A court decision on Wednesday spells more trouble for Obamacare’s abortion-pill mandate. Defenders of that mandate have been crowing about two court rulings against Christian businesses, notably Hobby Lobby. But the government’s position is much weaker than its defenders let on.
Wednesday’s decision, by the U.S. Court of Appeals for the Eighth Circuit, reversed one of the government’s only successes and instead granted an injunction to a religiously- owned manufacturing business. That means four out of the five court rulings on this Obamacare mandate against businesses have issued injunctions in favor of religious freedom. The fifth, Hobby Lobby, is seeking a similar order on appeal.
Alliance Defending Freedom has been blessed to obtain two of the preliminary injunctions to protect two “for profit” employers founded or run by families of faith. Legal authority is on the side of religious freedom, including the faith convictions of business owners, and we believe appellate courts and the Supreme Court will agree.
The government presents a circular argument to explain why people cannot exercise religion when they earn a living for their families in a business. First, the government says religious exercise cannot happen through corporations. But corporations are just a mechanism by which people associate, act, and contribute to society. This is why the Supreme Court has vindicated religious-freedom claims for several incorporated plaintiffs (such as Lukumi, Inc., and O Centro Espirita, Inc.).
The government’s response to this point is to shift ground and say it is a company’s “for profit” status that renders a corporation incapable of exercising religion. But the Supreme Court has likewise recognized the ability to bring free-exercise claims on behalf of for-profit enterprises, such as for an Amish business in United States v.
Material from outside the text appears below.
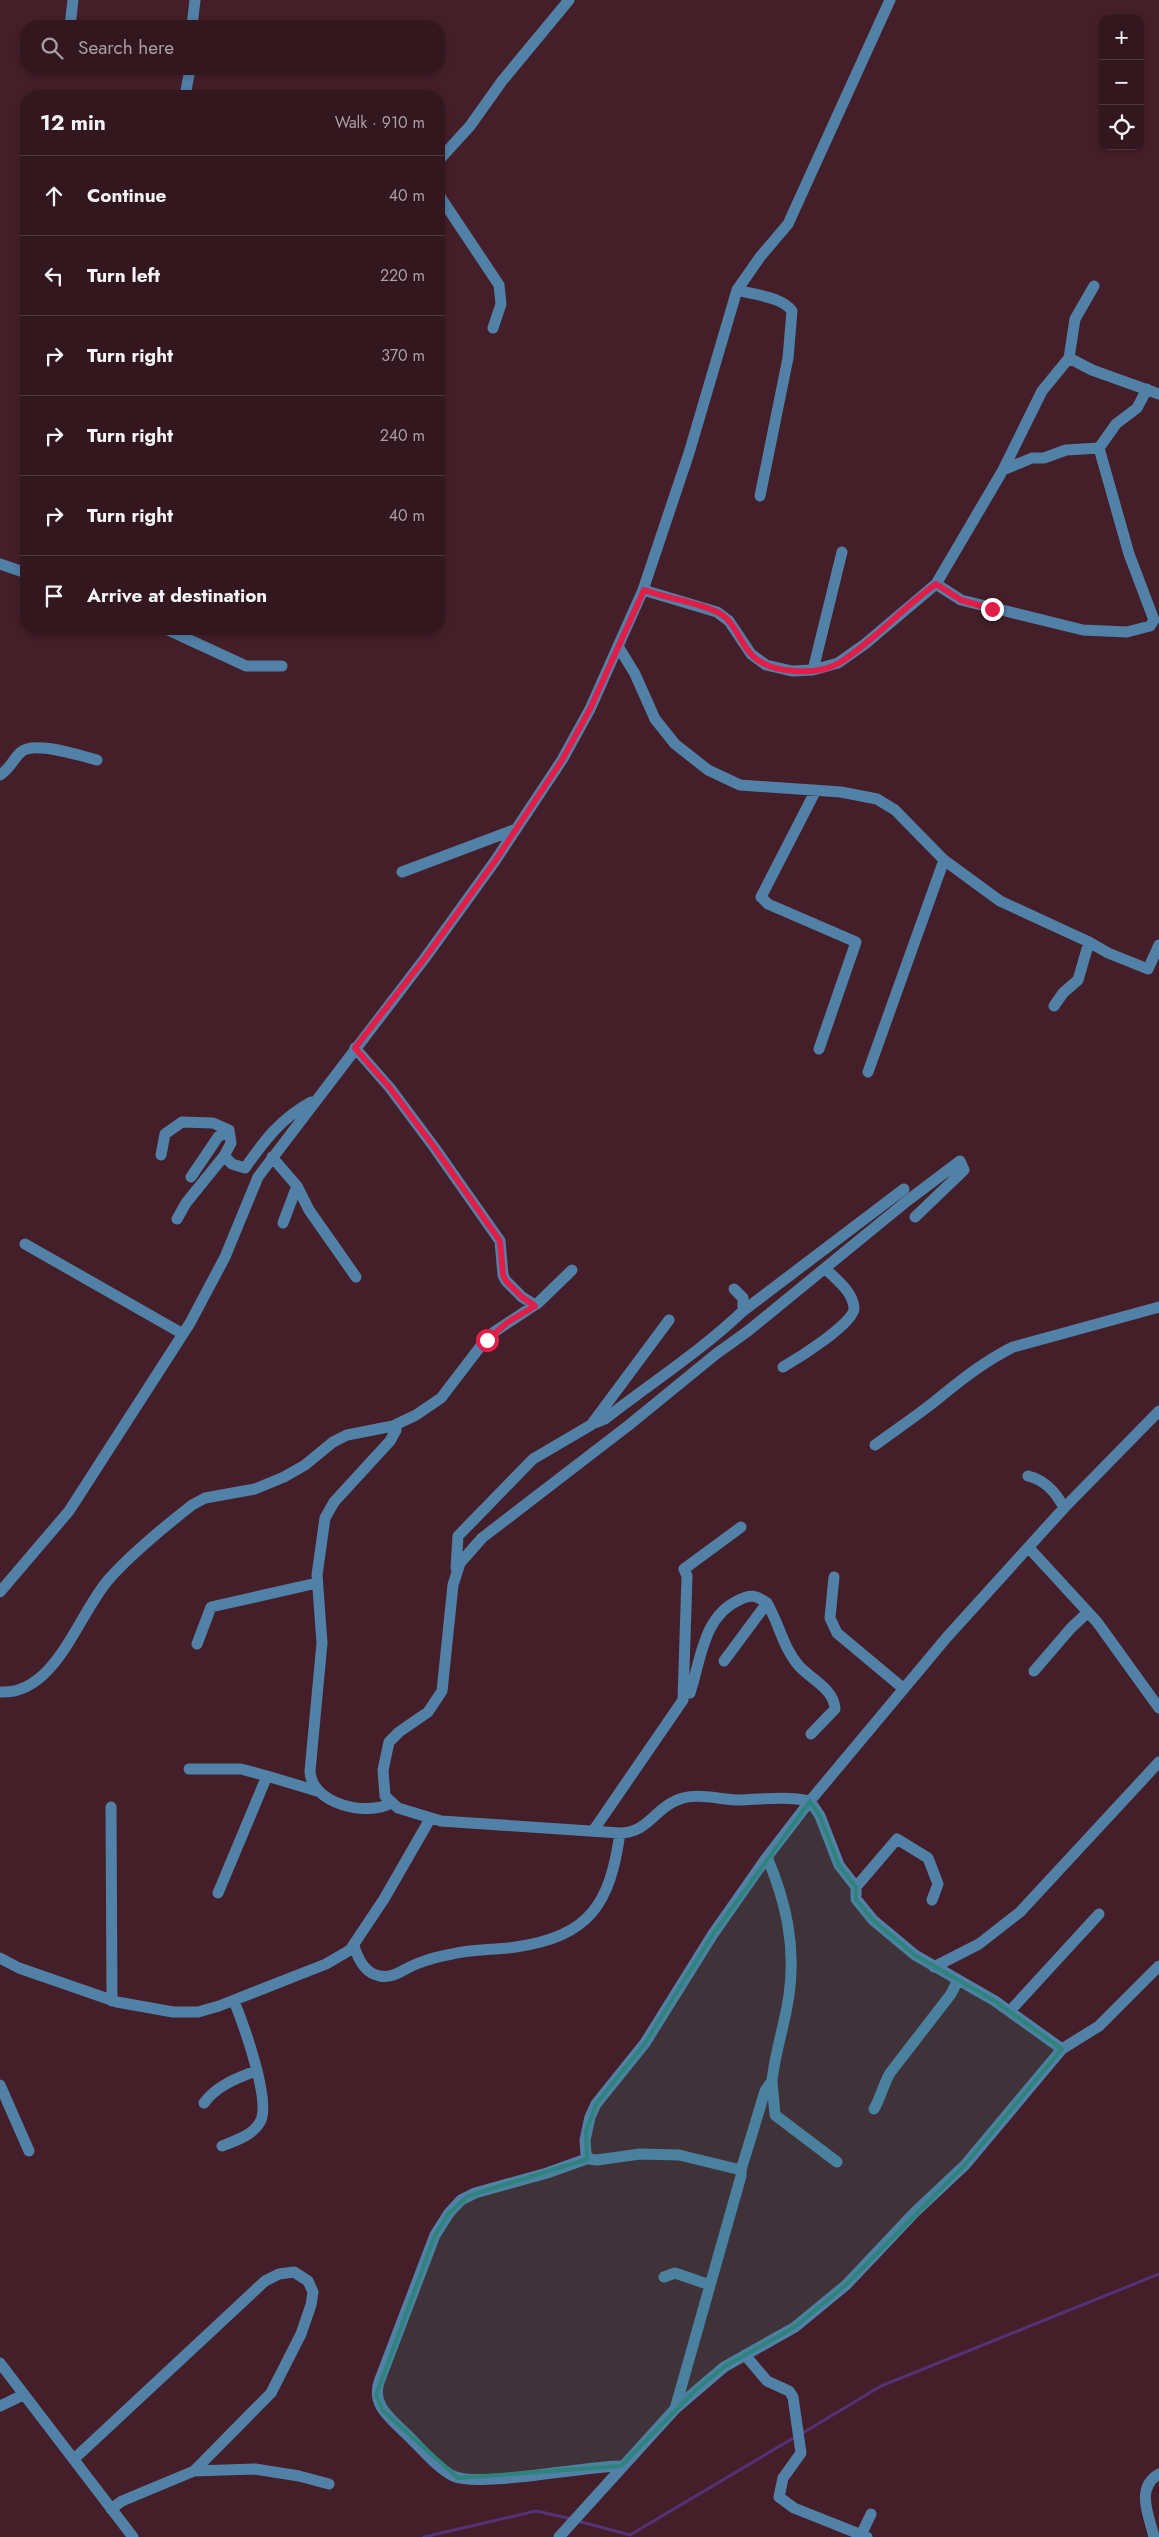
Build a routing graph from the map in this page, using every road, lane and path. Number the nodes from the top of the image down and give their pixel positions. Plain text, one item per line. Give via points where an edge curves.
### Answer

Lee, and for plaintiffs seeking compensation. The courts have consistently recognized the ability of closely held corporation owners to bring religious-exercise claims.
The government’s response to this fact is to just dodge the question and repeat its dictum that corporations cannot exercise religion. So we’re back where we started. Justice Samuel Alito rebutted a similar point in a lecture recently, pointing out that if corporations have no First Amendment rights, the for-profit New York Times Company could never have won its groundbreaking cases.
Moreover, there’s no bright-line way to categorize “for profits” as secular and only non-profits as “religious.” State corporate law lets ordinary corporations perform any activity, therefore including religion. Alliance Defending Freedom’s corporate client Tyndale House Publishers is thoroughly religious and charitable, and Hobby Lobby’s owners also run a Christian bookstore chain that the court absurdly labeled “secular.”
Thankfully a federal judge in Washington, D.C. rejected the government’s view and awarded a preliminary injunction to Tyndale House Publishers against the abortion-pill mandate. Scholarly research likewise shows that “judicial precedent on this issue points entirely in one direction — the direction favoring recognition of corporate free-exercise rights.”
Oddly, one religious doctrine the Obama administration apparently embraces is Christ’s injunction that man cannot serve both God and mammon; that is, a political party that rails against corporate greed now has a presidential administration arguing in court that greed is the only thing businesses can pursue.
And these cases ask whether the government really can force someone in business to abandon their religious beliefs and convictions for that reason. Christians know the answer to that question: Jesus is the Lord of their entire lives, including professionally, or he is not Lord at all. This has always been central to Christianity and should come as a surprise to no one. The Christian Gospel directs people to follow God by conducting their daily business with integrity (Luke 19:8-10, Luke 3:12-14).
The Obama administration is declaring entire areas of human life “secular” — like business, health care, and education — and then saying religion can’t be exercised there, so the government can have its way. This is a power-grab — an attempt to confine religion itself into a diminishing and microscopic category. It is inconsistent with the history and precedent behind the First Amendment as well as the Religious Freedom Restoration Act.
In a society facing increasing government control over the lives of all Americans, this is a battle that liberty must win.
— Matt Bowman is senior legal counsel for Alliance Defending Freedom and lead counsel in several lawsuits challenging the Obama administration’s abortion pill mandate.